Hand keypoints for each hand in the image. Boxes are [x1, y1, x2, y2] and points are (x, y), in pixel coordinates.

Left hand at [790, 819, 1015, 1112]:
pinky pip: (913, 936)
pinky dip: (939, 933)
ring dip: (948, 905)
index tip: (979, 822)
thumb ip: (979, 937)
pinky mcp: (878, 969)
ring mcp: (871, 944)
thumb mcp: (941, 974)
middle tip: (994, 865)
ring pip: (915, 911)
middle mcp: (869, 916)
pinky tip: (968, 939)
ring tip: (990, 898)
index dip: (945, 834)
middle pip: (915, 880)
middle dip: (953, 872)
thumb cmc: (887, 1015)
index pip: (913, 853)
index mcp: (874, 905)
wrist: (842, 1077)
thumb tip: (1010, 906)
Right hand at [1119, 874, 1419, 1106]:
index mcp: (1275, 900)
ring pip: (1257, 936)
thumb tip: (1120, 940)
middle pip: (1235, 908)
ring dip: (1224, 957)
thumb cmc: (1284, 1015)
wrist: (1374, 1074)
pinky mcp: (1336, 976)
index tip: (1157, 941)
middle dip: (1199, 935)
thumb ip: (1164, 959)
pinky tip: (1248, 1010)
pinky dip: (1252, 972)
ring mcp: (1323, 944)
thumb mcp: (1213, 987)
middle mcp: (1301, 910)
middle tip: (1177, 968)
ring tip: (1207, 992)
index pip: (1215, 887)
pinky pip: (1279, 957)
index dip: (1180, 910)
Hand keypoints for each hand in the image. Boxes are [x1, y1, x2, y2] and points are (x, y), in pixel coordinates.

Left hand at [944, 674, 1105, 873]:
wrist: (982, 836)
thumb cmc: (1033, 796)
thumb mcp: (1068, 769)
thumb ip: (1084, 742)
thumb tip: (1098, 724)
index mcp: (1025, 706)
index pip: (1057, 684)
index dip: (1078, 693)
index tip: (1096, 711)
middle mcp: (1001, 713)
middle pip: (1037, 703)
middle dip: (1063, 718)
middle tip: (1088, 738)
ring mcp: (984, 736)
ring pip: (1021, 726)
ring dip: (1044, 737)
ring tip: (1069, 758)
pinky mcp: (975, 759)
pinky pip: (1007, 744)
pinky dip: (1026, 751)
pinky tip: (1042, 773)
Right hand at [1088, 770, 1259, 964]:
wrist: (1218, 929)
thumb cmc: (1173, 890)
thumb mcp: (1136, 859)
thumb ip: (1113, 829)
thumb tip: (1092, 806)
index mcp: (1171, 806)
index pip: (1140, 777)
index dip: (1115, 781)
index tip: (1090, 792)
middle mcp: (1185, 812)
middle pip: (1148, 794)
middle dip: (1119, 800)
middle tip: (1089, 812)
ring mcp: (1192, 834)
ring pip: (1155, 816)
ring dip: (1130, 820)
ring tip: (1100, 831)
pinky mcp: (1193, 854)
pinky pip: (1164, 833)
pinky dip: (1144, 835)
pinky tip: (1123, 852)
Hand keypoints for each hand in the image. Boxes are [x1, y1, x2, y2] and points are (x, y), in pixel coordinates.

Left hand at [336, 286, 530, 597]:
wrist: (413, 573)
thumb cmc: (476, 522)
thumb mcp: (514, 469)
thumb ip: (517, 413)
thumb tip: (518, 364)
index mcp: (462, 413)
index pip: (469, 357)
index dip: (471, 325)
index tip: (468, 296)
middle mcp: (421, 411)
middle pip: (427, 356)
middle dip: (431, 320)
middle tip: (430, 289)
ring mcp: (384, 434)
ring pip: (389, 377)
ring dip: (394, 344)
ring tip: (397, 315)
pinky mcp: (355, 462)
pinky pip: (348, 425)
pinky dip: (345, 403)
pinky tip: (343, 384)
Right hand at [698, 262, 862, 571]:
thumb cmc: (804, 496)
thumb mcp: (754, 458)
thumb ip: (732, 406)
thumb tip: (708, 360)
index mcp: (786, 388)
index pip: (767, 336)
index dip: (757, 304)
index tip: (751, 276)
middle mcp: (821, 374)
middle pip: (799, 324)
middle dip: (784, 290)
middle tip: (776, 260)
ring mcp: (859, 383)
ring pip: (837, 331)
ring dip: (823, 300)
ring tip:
────────────────
[TASK] Please, from the entries above, set down exactly the lines from the one containing "index pip: (1215, 887)" through the one containing "index dip: (1078, 693)", and only those.

[FINISHED TASK]
index pip: (1215, 887)
pinky pip: (1279, 957)
index dip: (1180, 910)
Hand keypoints for each hand in the image. Boxes are [x1, y1, x2, y2] and points are (x, y), in pixel coordinates.

Left hand at [944, 674, 1105, 873]:
wrist: (982, 836)
thumb cmc: (1033, 796)
thumb mcp: (1068, 769)
thumb ip: (1084, 742)
thumb tip: (1098, 724)
index mcp: (1025, 706)
index pip: (1057, 684)
index dip: (1078, 693)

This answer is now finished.